Prompt → Which lines below hold the word "roads"? Report each one.

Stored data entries
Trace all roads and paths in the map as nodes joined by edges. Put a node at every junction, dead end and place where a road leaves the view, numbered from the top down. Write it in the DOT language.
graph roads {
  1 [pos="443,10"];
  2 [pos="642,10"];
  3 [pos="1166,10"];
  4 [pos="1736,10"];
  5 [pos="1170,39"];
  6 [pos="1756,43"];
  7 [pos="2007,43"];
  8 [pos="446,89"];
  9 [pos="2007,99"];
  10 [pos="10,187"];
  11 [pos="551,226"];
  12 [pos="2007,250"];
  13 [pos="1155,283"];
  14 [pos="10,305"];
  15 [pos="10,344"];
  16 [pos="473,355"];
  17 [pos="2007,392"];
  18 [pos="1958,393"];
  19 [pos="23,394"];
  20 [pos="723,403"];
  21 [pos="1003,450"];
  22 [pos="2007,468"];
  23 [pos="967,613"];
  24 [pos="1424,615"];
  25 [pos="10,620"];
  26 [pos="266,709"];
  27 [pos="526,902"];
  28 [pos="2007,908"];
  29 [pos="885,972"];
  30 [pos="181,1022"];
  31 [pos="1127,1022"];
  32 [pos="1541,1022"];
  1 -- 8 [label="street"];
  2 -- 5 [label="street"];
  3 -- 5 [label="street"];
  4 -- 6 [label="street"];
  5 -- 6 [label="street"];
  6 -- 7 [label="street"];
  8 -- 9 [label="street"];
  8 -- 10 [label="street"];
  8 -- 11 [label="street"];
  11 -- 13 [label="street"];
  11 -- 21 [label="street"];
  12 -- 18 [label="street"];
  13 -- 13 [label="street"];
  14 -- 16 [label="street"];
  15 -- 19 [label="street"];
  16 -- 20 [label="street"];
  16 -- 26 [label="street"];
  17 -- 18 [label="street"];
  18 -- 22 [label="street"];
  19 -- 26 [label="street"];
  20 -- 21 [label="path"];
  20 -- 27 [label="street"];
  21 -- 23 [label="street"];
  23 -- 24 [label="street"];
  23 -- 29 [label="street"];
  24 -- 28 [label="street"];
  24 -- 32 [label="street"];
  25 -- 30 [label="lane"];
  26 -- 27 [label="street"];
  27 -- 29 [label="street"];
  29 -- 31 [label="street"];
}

Reply →
Trace all roads and paths in the map as nodes joined by edges. Put a node at every junction, dead end and place where a road leaves the view, numbered from the top down. Write it in the DOT language.
graph roads {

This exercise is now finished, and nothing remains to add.